■ **Stored items**:
⟨
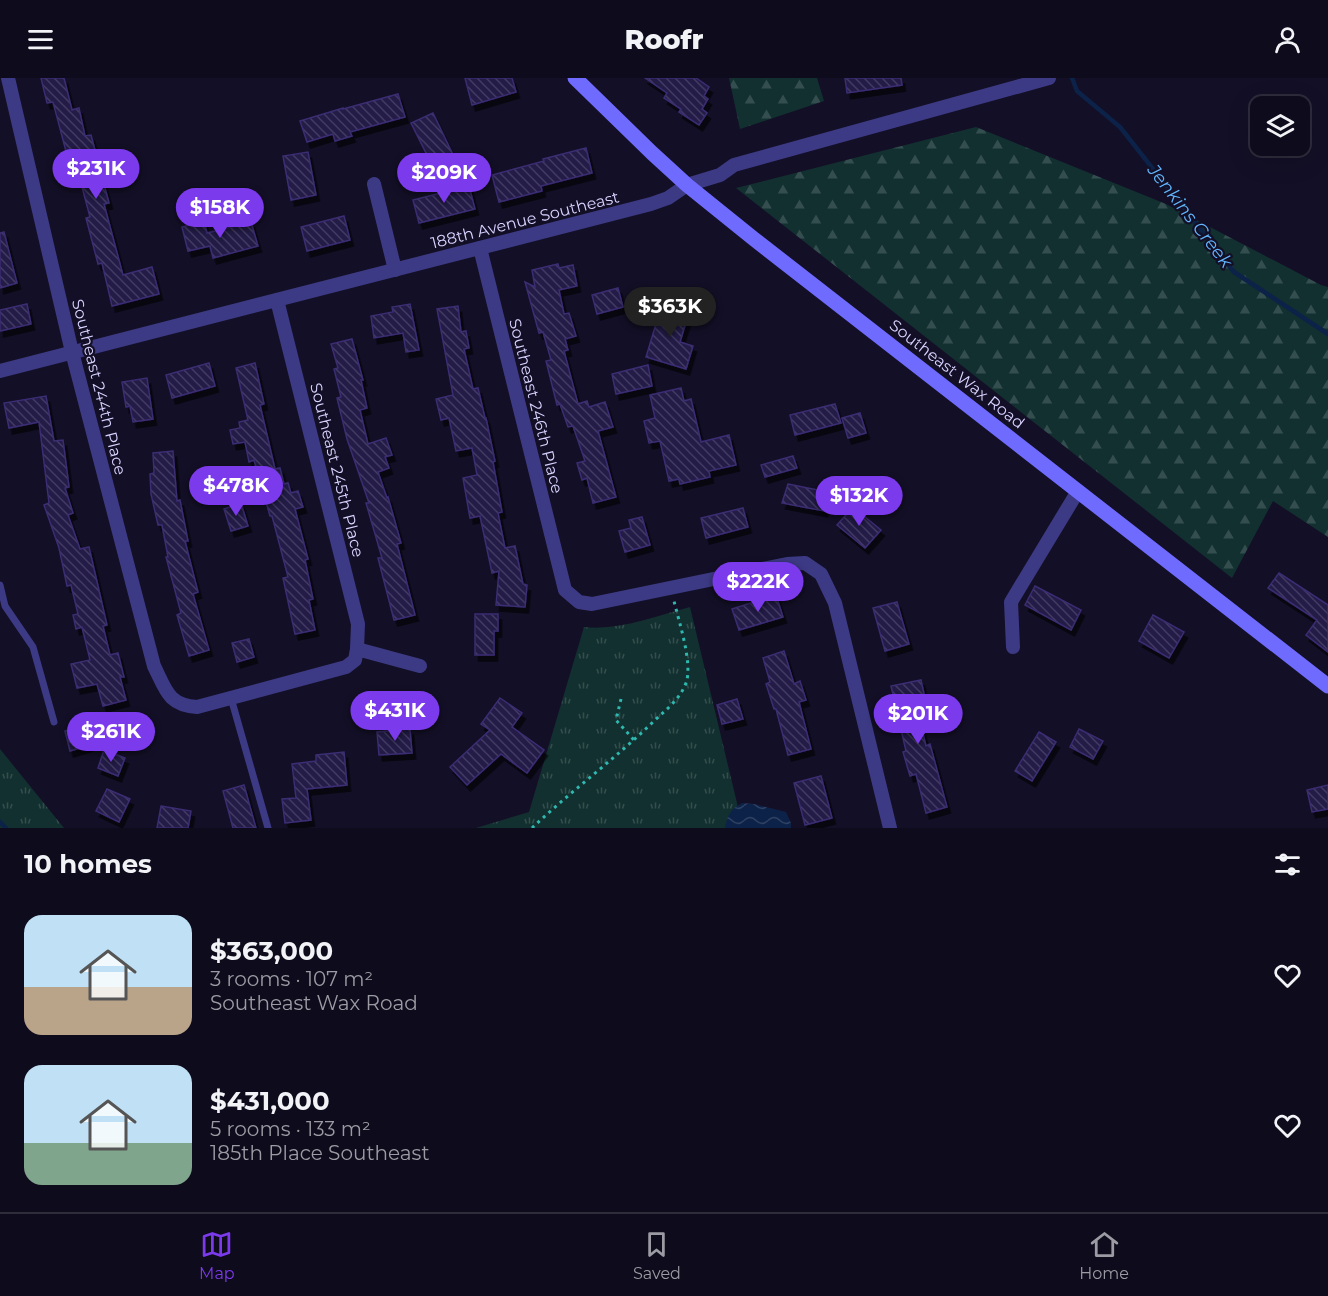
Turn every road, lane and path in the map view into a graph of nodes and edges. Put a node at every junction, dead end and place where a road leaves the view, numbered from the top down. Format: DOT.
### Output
graph roads {
  1 [pos="8,78"];
  2 [pos="575,78"];
  3 [pos="1049,78"];
  4 [pos="374,184"];
  5 [pos="687,184"];
  6 [pos="480,248"];
  7 [pos="395,270"];
  8 [pos="277,300"];
  9 [pos="72,352"];
  10 [pos="0,370"];
  11 [pos="1078,491"];
  12 [pos="0,585"];
  13 [pos="672,588"];
  14 [pos="1013,647"];
  15 [pos="357,650"];
  16 [pos="420,666"];
  17 [pos="1328,686"];
  18 [pos="231,698"];
  19 [pos="621,699"];
  20 [pos="54,722"];
  21 [pos="634,741"];
  22 [pos="268,828"];
  23 [pos="532,828"];
  24 [pos="890,828"];
  1 -- 9 [label="street, Southeast 244th Place"];
  2 -- 5 [label="street, Southeast Wax Road"];
  3 -- 5 [label="street, 188th Avenue Southeast"];
  4 -- 7 [label="street"];
  5 -- 6 [label="street, 188th Avenue Southeast"];
  5 -- 11 [label="street, Southeast Wax Road"];
  6 -- 7 [label="street, 188th Avenue Southeast"];
  6 -- 13 [label="street, Southeast 246th Place"];
  7 -- 8 [label="street, 188th Avenue Southeast"];
  8 -- 9 [label="street, 188th Avenue Southeast"];
  8 -- 15 [label="street, Southeast 245th Place"];
  9 -- 10 [label="street, 188th Avenue Southeast"];
  9 -- 18 [label="street, Southeast 244th Place"];
  11 -- 14 [label="street"];
  11 -- 17 [label="street, Southeast Wax Road"];
  12 -- 20 [label="lane"];
  13 -- 21 [label="path"];
  13 -- 24 [label="street, Southeast 246th Place"];
  15 -- 16 [label="street"];
  15 -- 18 [label="street"];
  18 -- 22 [label="lane"];
  19 -- 21 [label="path"];
  21 -- 23 [label="path"];
}
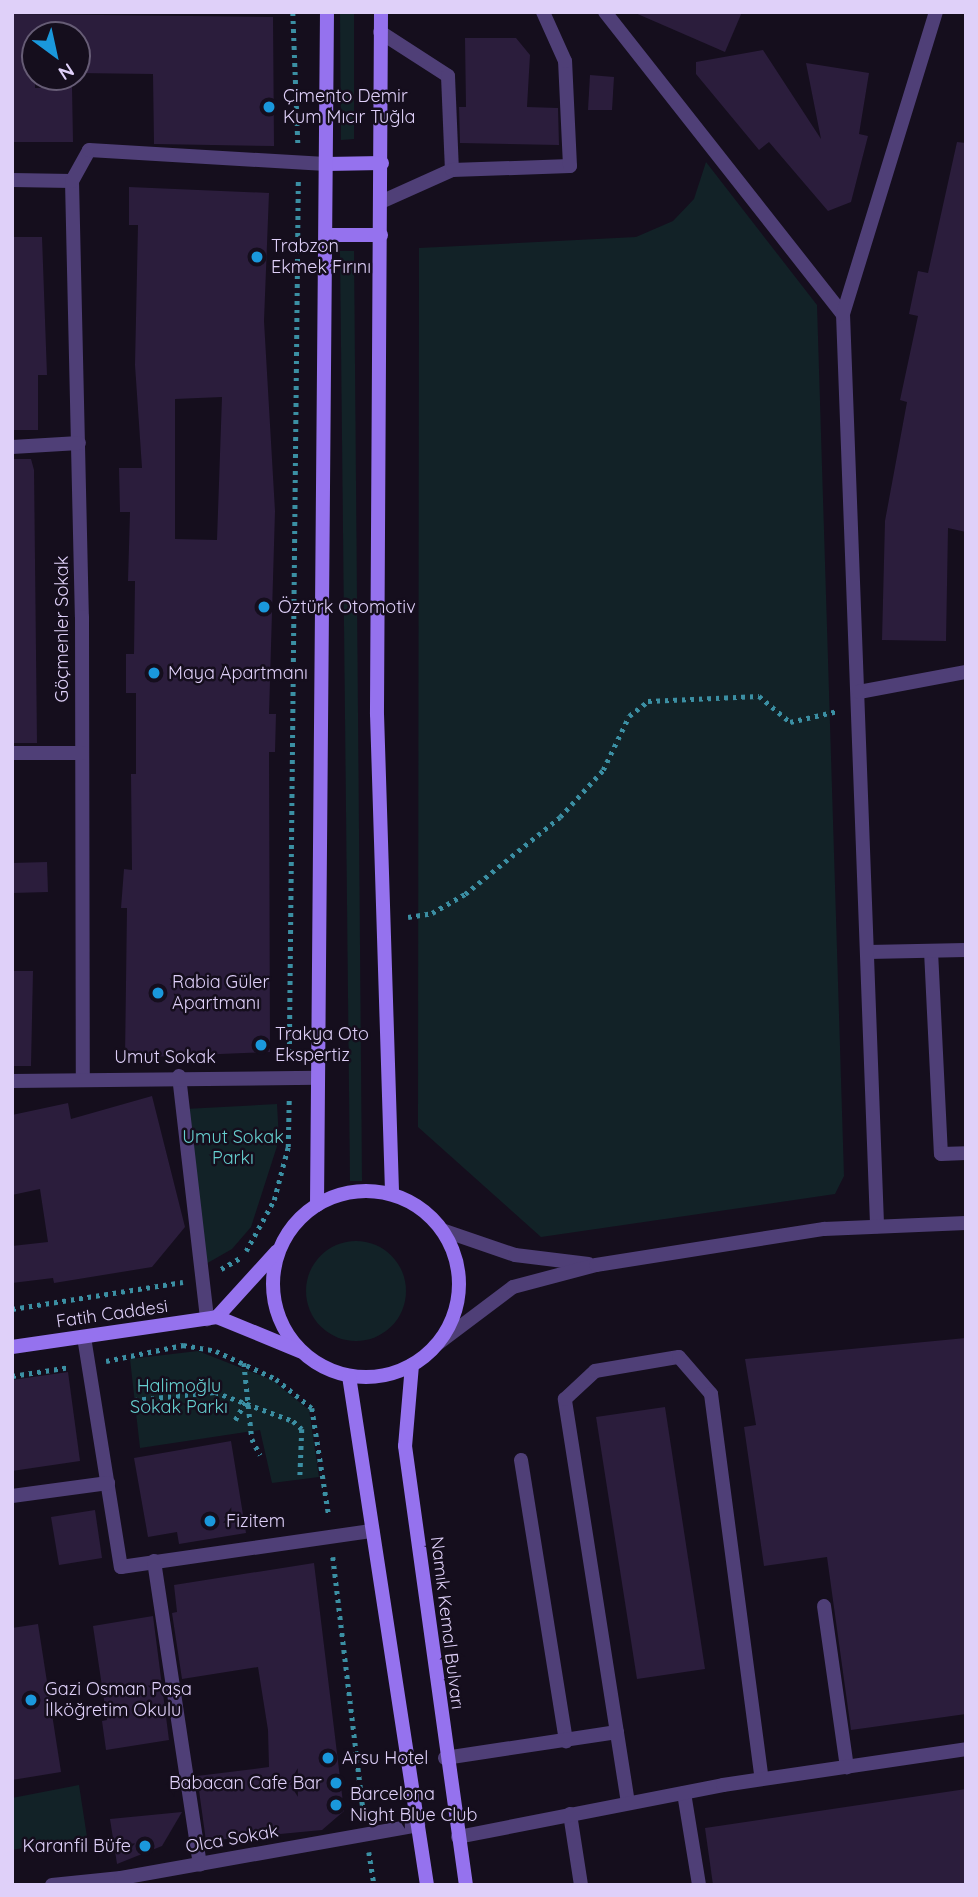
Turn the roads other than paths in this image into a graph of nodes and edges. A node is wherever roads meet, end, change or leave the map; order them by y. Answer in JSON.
{"nodes":[{"id":1,"x":327,"y":12,"type":"edge"},
{"id":2,"x":381,"y":12,"type":"edge"},
{"id":3,"x":543,"y":12,"type":"edge"},
{"id":4,"x":936,"y":12,"type":"edge"},
{"id":5,"x":611,"y":15,"type":"edge"},
{"id":6,"x":380,"y":32,"type":"junction"},
{"id":7,"x":382,"y":163,"type":"junction"},
{"id":8,"x":326,"y":164,"type":"junction"},
{"id":9,"x":452,"y":170,"type":"junction"},
{"id":10,"x":12,"y":180,"type":"edge"},
{"id":11,"x":72,"y":181,"type":"junction"},
{"id":12,"x":383,"y":201,"type":"junction"},
{"id":13,"x":327,"y":235,"type":"junction"},
{"id":14,"x":381,"y":235,"type":"junction"},
{"id":15,"x":843,"y":314,"type":"junction"},
{"id":16,"x":79,"y":443,"type":"junction"},
{"id":17,"x":12,"y":447,"type":"edge"},
{"id":18,"x":966,"y":672,"type":"edge"},
{"id":19,"x":860,"y":697,"type":"junction"},
{"id":20,"x":12,"y":753,"type":"edge"},
{"id":21,"x":82,"y":753,"type":"junction"},
{"id":22,"x":966,"y":950,"type":"edge"},
{"id":23,"x":931,"y":951,"type":"junction"},
{"id":24,"x":868,"y":952,"type":"junction"},
{"id":25,"x":179,"y":1076,"type":"junction"},
{"id":26,"x":83,"y":1077,"type":"junction"},
{"id":27,"x":318,"y":1078,"type":"junction"},
{"id":28,"x":12,"y":1081,"type":"edge"},
{"id":29,"x":966,"y":1153,"type":"edge"},
{"id":30,"x":392,"y":1194,"type":"junction"},
{"id":31,"x":317,"y":1205,"type":"junction"},
{"id":32,"x":966,"y":1223,"type":"edge"},
{"id":33,"x":877,"y":1226,"type":"junction"},
{"id":34,"x":442,"y":1230,"type":"junction"},
{"id":35,"x":281,"y":1247,"type":"junction"},
{"id":36,"x":596,"y":1265,"type":"junction"},
{"id":37,"x":212,"y":1318,"type":"junction"},
{"id":38,"x":84,"y":1337,"type":"junction"},
{"id":39,"x":436,"y":1345,"type":"junction"},
{"id":40,"x":12,"y":1347,"type":"edge"},
{"id":41,"x":300,"y":1351,"type":"junction"},
{"id":42,"x":412,"y":1365,"type":"junction"},
{"id":43,"x":349,"y":1376,"type":"junction"},
{"id":44,"x":521,"y":1460,"type":"dead end"},
{"id":45,"x":108,"y":1483,"type":"junction"},
{"id":46,"x":12,"y":1496,"type":"edge"},
{"id":47,"x":372,"y":1531,"type":"junction"},
{"id":48,"x":154,"y":1561,"type":"junction"},
{"id":49,"x":824,"y":1606,"type":"dead end"},
{"id":50,"x":617,"y":1732,"type":"junction"},
{"id":51,"x":566,"y":1741,"type":"junction"},
{"id":52,"x":966,"y":1749,"type":"edge"},
{"id":53,"x":445,"y":1758,"type":"junction"},
{"id":54,"x":847,"y":1767,"type":"junction"},
{"id":55,"x":762,"y":1779,"type":"junction"},
{"id":56,"x":684,"y":1793,"type":"junction"},
{"id":57,"x":628,"y":1803,"type":"junction"},
{"id":58,"x":570,"y":1814,"type":"junction"},
{"id":59,"x":418,"y":1825,"type":"junction"},
{"id":60,"x":458,"y":1837,"type":"junction"},
{"id":61,"x":200,"y":1865,"type":"junction"},
{"id":62,"x":121,"y":1882,"type":"edge"},
{"id":63,"x":52,"y":1885,"type":"edge"},
{"id":64,"x":427,"y":1885,"type":"edge"},
{"id":65,"x":466,"y":1885,"type":"edge"},
{"id":66,"x":581,"y":1885,"type":"edge"},
{"id":67,"x":699,"y":1885,"type":"edge"}],
"edges":[{"from":1,"to":8,"type":"main road"},
{"from":2,"to":6,"type":"main road"},
{"from":3,"to":9,"type":"street"},
{"from":4,"to":15,"type":"street"},
{"from":5,"to":15,"type":"street"},
{"from":6,"to":7,"type":"main road"},
{"from":6,"to":9,"type":"street"},
{"from":7,"to":8,"type":"main road"},
{"from":7,"to":12,"type":"main road"},
{"from":8,"to":11,"type":"street"},
{"from":8,"to":13,"type":"main road"},
{"from":9,"to":12,"type":"street"},
{"from":10,"to":11,"type":"street"},
{"from":11,"to":16,"type":"street","name":"Göçmenler Sokak"},
{"from":12,"to":14,"type":"main road"},
{"from":13,"to":14,"type":"main road"},
{"from":13,"to":27,"type":"main road"},
{"from":14,"to":30,"type":"main road"},
{"from":15,"to":19,"type":"street"},
{"from":16,"to":17,"type":"street"},
{"from":16,"to":21,"type":"street","name":"Göçmenler Sokak"},
{"from":18,"to":19,"type":"street"},
{"from":19,"to":24,"type":"street"},
{"from":20,"to":21,"type":"street"},
{"from":21,"to":26,"type":"street","name":"Göçmenler Sokak"},
{"from":22,"to":23,"type":"street"},
{"from":23,"to":24,"type":"street"},
{"from":23,"to":29,"type":"street"},
{"from":24,"to":33,"type":"street"},
{"from":25,"to":26,"type":"street","name":"Umut Sokak"},
{"from":25,"to":27,"type":"street","name":"Umut Sokak"},
{"from":25,"to":37,"type":"street"},
{"from":26,"to":28,"type":"street","name":"Umut Sokak"},
{"from":27,"to":31,"type":"main road"},
{"from":30,"to":31,"type":"main road"},
{"from":30,"to":34,"type":"main road"},
{"from":31,"to":35,"type":"main road"},
{"from":32,"to":33,"type":"street"},
{"from":33,"to":36,"type":"street"},
{"from":34,"to":36,"type":"street"},
{"from":34,"to":39,"type":"main road"},
{"from":35,"to":37,"type":"main road"},
{"from":35,"to":41,"type":"main road"},
{"from":36,"to":39,"type":"street"},
{"from":37,"to":38,"type":"main road","name":"Fatih Caddesi"},
{"from":37,"to":41,"type":"main road"},
{"from":38,"to":40,"type":"main road","name":"Fatih Caddesi"},
{"from":38,"to":45,"type":"street"},
{"from":39,"to":42,"type":"main road"},
{"from":41,"to":43,"type":"main road"},
{"from":42,"to":43,"type":"main road"},
{"from":42,"to":53,"type":"main road","name":"Namık Kemal Bulvarı"},
{"from":43,"to":47,"type":"main road"},
{"from":44,"to":51,"type":"street"},
{"from":45,"to":46,"type":"street"},
{"from":45,"to":48,"type":"street"},
{"from":47,"to":48,"type":"street"},
{"from":47,"to":59,"type":"main road"},
{"from":48,"to":61,"type":"street"},
{"from":49,"to":54,"type":"street"},
{"from":50,"to":51,"type":"street"},
{"from":50,"to":55,"type":"street"},
{"from":50,"to":57,"type":"street"},
{"from":51,"to":53,"type":"street"},
{"from":52,"to":54,"type":"street"},
{"from":53,"to":60,"type":"main road","name":"Namık Kemal Bulvarı"},
{"from":54,"to":55,"type":"street"},
{"from":55,"to":56,"type":"street"},
{"from":56,"to":57,"type":"street"},
{"from":56,"to":67,"type":"street"},
{"from":57,"to":58,"type":"street"},
{"from":58,"to":60,"type":"street"},
{"from":58,"to":66,"type":"street"},
{"from":59,"to":61,"type":"street","name":"Olca Sokak"},
{"from":59,"to":64,"type":"main road"},
{"from":60,"to":65,"type":"main road","name":"Namık Kemal Bulvarı"},
{"from":61,"to":62,"type":"street","name":"Olca Sokak"},
{"from":62,"to":63,"type":"street","name":"Olca Sokak"}]}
⟩
■ **TASK**: Where a line of the entries contains the word "Sokak", count it, then state the total and nothing else.

■ **ANSWER SECTION**: 9